4 Responses to “Former FAU head baseball coach Kevin Cooney, and current players speak up about the lack of amenities at FAU Baseball Stadium”

  1. Does having only one porta-potty cost FAU baseball recruits? | Larry Brown Sports on April 3rd, 2012 2:58 pm

    […] sucks,” senior second baseman Mike Albaladejo said according to University Press. “It smells sometimes. You could only imagine 35 people sharing one Porta-potty. The stench that […]

  2. Dave on April 4th, 2012 2:10 pm

    Great article. He’s absolutely right. The current state of affairs for baseball is deplorable and FAU should be ashamed. I hoep President Saunders reads this.

  3. Laura Miceli on April 9th, 2012 10:59 am

    Baseball at FAU has a very proud history, recording more winning seasons than any other program on campus. In fact if you ask people from neighboring states about FAU the response is always – “Oh they have a great baseball program” With a reputation like that it should be an embarrassment for our Administration to have other Division 1 college teams come and be forced to use our deporable bathrooms and unimaginative concession area. The response is always “lack of money”, however, since time and money have been spent abundantly on football and to a lesser degree on basketball, I think the time has come to step up and support our baseball program by improving the decaying facilities immediately. Incidentally I am a graduate of FAU and come to many games with my son.

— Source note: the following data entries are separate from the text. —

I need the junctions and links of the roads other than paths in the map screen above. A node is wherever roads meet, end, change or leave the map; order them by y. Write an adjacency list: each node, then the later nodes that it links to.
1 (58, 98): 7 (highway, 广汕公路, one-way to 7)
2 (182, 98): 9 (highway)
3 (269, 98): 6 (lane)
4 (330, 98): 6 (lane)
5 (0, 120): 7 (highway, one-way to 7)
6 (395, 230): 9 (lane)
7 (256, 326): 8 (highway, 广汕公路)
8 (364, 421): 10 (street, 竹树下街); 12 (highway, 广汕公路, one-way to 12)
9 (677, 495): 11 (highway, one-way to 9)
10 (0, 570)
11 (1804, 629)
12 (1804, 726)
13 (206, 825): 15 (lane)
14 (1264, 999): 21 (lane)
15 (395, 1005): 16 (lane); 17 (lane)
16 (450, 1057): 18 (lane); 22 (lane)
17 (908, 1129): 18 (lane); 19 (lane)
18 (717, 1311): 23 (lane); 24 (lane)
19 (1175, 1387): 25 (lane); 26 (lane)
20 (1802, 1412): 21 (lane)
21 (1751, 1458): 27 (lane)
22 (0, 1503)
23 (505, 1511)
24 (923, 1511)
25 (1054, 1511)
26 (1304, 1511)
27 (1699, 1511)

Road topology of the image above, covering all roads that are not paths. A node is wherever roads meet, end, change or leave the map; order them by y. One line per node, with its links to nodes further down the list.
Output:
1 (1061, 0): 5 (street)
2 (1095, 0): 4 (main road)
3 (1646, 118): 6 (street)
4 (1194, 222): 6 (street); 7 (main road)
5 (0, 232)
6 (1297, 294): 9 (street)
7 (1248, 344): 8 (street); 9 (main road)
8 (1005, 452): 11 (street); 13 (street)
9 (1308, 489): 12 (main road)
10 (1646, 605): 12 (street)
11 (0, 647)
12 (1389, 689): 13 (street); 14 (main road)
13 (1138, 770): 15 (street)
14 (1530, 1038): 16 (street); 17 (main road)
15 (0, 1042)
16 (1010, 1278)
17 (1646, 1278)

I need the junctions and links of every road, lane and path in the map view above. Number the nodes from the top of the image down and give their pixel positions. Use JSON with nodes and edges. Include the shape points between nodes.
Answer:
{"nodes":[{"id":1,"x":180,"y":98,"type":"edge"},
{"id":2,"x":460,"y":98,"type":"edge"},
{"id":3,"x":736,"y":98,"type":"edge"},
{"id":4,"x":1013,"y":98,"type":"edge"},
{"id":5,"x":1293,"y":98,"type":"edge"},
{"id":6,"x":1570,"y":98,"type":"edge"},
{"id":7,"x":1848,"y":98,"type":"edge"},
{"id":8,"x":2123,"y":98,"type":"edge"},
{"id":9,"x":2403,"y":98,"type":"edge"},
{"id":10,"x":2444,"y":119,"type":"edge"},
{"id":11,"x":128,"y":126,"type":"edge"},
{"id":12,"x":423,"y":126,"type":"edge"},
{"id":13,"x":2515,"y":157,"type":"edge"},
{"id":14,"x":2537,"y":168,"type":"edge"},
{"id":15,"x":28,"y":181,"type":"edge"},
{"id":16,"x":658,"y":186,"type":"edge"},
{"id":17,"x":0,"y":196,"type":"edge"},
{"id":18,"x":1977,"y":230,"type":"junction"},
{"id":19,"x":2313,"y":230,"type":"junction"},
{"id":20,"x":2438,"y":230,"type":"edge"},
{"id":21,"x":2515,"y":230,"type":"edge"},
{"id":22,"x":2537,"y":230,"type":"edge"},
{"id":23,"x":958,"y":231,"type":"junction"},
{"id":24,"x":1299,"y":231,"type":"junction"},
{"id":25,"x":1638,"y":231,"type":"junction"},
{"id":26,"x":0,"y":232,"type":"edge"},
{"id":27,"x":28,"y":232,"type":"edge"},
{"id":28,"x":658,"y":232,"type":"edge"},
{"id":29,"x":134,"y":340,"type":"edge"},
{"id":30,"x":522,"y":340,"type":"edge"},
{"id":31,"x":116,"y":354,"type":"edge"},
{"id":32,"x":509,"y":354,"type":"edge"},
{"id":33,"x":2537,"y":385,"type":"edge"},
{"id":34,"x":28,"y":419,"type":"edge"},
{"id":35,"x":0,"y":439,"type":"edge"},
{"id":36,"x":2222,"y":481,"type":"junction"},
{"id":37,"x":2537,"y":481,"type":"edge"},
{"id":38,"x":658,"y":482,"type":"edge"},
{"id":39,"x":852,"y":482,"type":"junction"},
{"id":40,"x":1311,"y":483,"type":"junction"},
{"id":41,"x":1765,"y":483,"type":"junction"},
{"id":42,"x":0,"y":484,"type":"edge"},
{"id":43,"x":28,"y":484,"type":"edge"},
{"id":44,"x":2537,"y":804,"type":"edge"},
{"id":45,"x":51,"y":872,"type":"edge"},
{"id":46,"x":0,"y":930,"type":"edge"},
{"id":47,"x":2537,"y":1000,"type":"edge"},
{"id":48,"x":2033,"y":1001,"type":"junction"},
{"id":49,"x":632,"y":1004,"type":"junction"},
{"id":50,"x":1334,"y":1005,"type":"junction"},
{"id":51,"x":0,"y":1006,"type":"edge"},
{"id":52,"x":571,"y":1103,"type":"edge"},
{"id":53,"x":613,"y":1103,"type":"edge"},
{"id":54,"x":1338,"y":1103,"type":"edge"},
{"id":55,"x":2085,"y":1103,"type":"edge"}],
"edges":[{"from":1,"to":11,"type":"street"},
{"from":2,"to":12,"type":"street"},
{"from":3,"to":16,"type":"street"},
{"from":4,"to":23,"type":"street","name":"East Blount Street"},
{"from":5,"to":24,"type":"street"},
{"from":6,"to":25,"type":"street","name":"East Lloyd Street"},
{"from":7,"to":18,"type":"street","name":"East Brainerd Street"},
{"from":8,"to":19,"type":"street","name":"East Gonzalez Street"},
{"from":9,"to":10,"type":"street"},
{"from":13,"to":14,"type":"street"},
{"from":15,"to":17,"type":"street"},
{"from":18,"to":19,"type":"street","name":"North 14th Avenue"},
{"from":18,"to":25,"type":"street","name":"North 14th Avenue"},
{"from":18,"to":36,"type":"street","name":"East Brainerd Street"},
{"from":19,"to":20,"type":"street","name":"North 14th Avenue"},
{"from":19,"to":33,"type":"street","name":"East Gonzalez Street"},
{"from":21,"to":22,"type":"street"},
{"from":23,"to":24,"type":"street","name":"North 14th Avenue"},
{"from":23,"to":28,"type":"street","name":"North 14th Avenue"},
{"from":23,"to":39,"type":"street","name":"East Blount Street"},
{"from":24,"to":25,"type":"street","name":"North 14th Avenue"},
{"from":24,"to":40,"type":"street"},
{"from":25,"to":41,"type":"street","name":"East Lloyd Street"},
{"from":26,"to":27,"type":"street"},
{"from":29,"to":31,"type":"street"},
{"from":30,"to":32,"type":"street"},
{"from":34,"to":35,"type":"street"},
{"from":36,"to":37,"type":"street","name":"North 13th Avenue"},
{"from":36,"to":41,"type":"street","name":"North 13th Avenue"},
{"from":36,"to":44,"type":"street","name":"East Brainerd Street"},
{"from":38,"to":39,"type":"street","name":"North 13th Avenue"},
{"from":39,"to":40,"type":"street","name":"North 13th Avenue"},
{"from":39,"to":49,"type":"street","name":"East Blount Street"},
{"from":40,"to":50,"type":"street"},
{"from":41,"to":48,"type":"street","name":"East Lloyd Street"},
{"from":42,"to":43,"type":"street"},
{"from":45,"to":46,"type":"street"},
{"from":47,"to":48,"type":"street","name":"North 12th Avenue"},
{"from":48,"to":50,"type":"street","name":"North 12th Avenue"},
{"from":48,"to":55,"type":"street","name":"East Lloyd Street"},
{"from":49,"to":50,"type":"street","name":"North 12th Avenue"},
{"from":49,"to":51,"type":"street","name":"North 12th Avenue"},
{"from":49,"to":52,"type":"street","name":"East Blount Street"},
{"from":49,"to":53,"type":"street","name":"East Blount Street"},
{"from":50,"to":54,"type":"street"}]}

  4. Dave on May 5th, 2012 9:51 am

    I agree the stadium needs improvement. Bathrooms are a MUST and to subject these fine athletes to those facilities is embarrassing. This is a D1 program that has the ability to attract great players and truly build a fantastic baseball program. The coaching staff has proved they can build a winning team. The Football stadium was a step in the right direction, but the baseball facility is a sore spot. What is it going to take? I’m sure the community could pull some strings to find some money to start the process. It’s Boca Raton….there’s money to be found…..I sure hope the AD steps up and fights for this cause.